What you are asked to do: This exercise calls for a copy of every line in the listing below that carries the word "dead".

Provided entries:
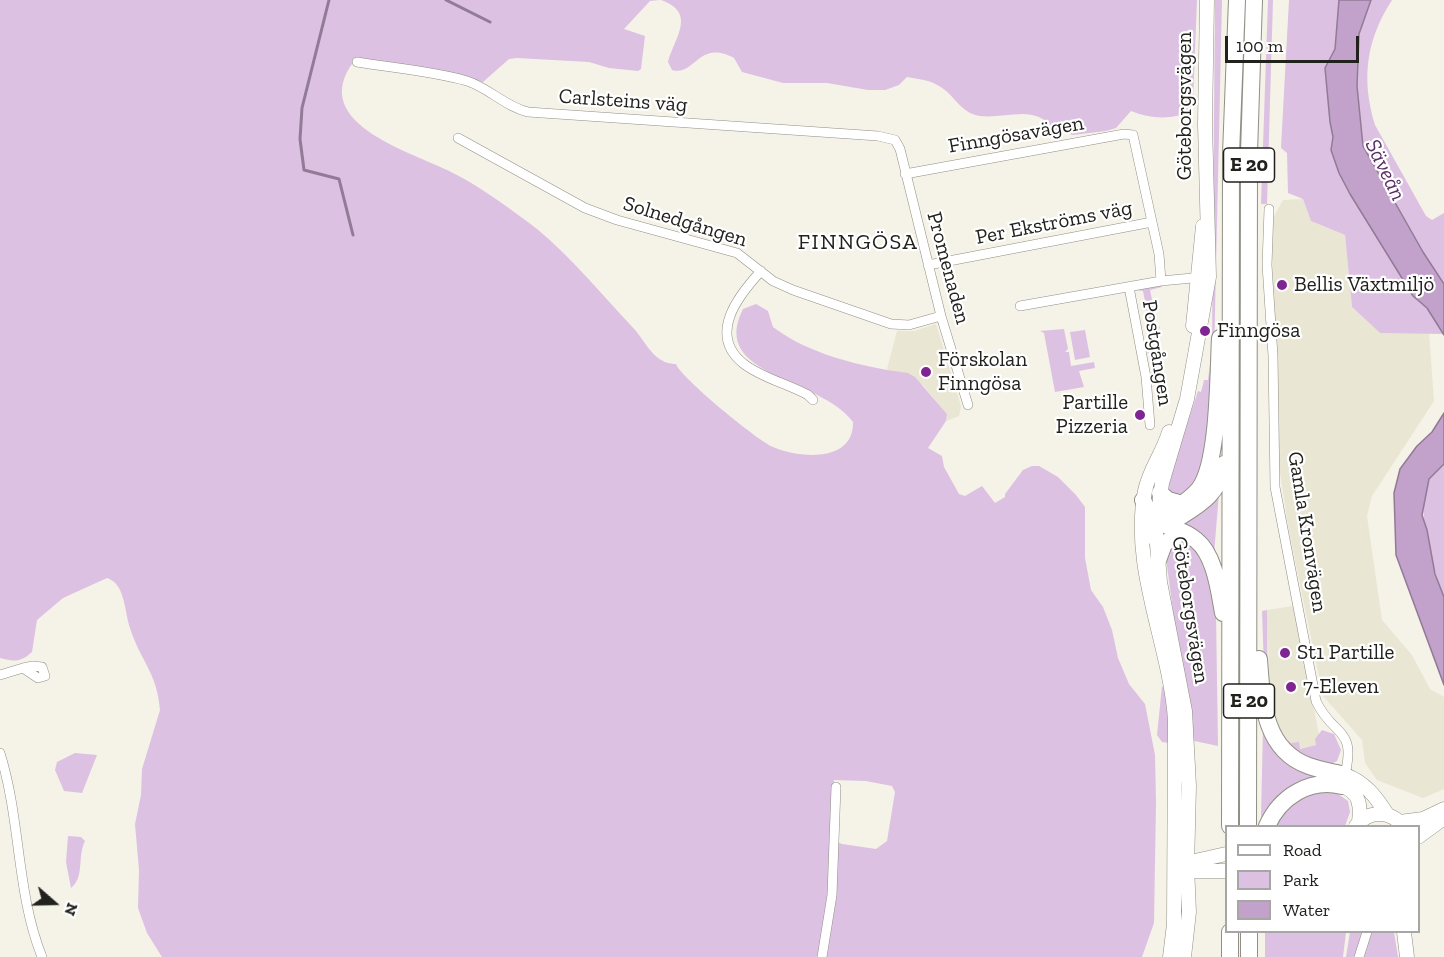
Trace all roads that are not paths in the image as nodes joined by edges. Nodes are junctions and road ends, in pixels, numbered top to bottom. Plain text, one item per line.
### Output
1 (1208, 0) edge
2 (1237, 0) edge
3 (1254, 0) edge
4 (357, 62) dead end
5 (458, 138) dead end
6 (895, 140) joint
7 (905, 174) junction
8 (1269, 209) dead end
9 (1231, 221) junction
10 (1152, 222) junction
11 (928, 265) junction
12 (761, 271) junction
13 (1203, 277) junction
14 (1161, 281) junction
15 (1129, 287) junction
16 (1020, 306) dead end
17 (941, 316) junction
18 (1248, 331) junction
19 (1230, 394) junction
20 (813, 400) dead end
21 (968, 405) dead end
22 (1150, 425) dead end
23 (1160, 493) junction
24 (1143, 500) joint
25 (1182, 504) junction
26 (1155, 529) junction
27 (1180, 533) junction
28 (1157, 563) junction
29 (1230, 656) junction
30 (23, 668) dead end
31 (0, 675) edge
32 (0, 753) edge
33 (1343, 780) junction
34 (836, 787) dead end
35 (1444, 809) edge
36 (1387, 814) junction
37 (1444, 818) edge
38 (1358, 824) edge
39 (1401, 824) edge
40 (1230, 825) edge
41 (1248, 825) edge
42 (1267, 825) edge
43 (1420, 836) edge
44 (1174, 850) junction
45 (1224, 855) edge
46 (1198, 857) junction
47 (1187, 867) junction
48 (1225, 870) edge
49 (1174, 877) junction
50 (1189, 912) junction
51 (1230, 933) edge
52 (1249, 933) edge
53 (1367, 933) edge
54 (1404, 933) edge
55 (42, 957) edge
56 (822, 957) edge
57 (1170, 957) edge
58 (1184, 957) edge
59 (1230, 957) edge
60 (1248, 957) edge
61 (1359, 957) edge
62 (1407, 957) edge

1 - 13 street, Göteborgsvägen
2 - 9 highway, E 20
3 - 18 highway, E 20
4 - 6 street, Carlsteins väg
5 - 12 street, Solnedgången
6 - 7 street, Promenaden
7 - 10 street, Finngösavägen
7 - 11 street, Promenaden
8 - 33 street, Gamla Kronvägen
9 - 19 highway, E 20
9 - 25 highway
10 - 11 street, Per Ekströms väg
10 - 14 street
11 - 17 street, Promenaden
12 - 17 street, Solnedgången
12 - 20 street
13 - 14 street
13 - 23 street, Göteborgsvägen
13 - 24 street, Göteborgsvägen
14 - 15 street
15 - 16 street
15 - 22 street, Postgången
17 - 21 street, Promenaden
18 - 33 highway
18 - 41 highway, E 20
19 - 26 highway
19 - 29 highway, E 20
23 - 25 highway
23 - 26 street, Göteborgsvägen
24 - 26 highway
25 - 26 highway
26 - 27 highway
26 - 28 street, Göteborgsvägen
26 - 44 street, Göteborgsvägen
27 - 28 highway
27 - 29 highway
28 - 46 street, Göteborgsvägen
29 - 40 highway, E 20
30 - 31 street
32 - 55 street
33 - 36 street
33 - 38 street
33 - 42 highway
34 - 56 street
35 - 39 street
36 - 38 street
36 - 39 street
37 - 43 street
44 - 47 street
44 - 49 street, Göteborgsvägen
45 - 46 street
46 - 47 street
46 - 47 street, Göteborgsvägen
46 - 48 street
46 - 50 street
47 - 49 street
47 - 50 street, Göteborgsvägen
49 - 57 street, Göteborgsvägen
50 - 58 street
51 - 59 highway
52 - 60 highway
53 - 61 street
54 - 62 street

Solution:
4 (357, 62) dead end
5 (458, 138) dead end
8 (1269, 209) dead end
16 (1020, 306) dead end
20 (813, 400) dead end
21 (968, 405) dead end
22 (1150, 425) dead end
30 (23, 668) dead end
34 (836, 787) dead end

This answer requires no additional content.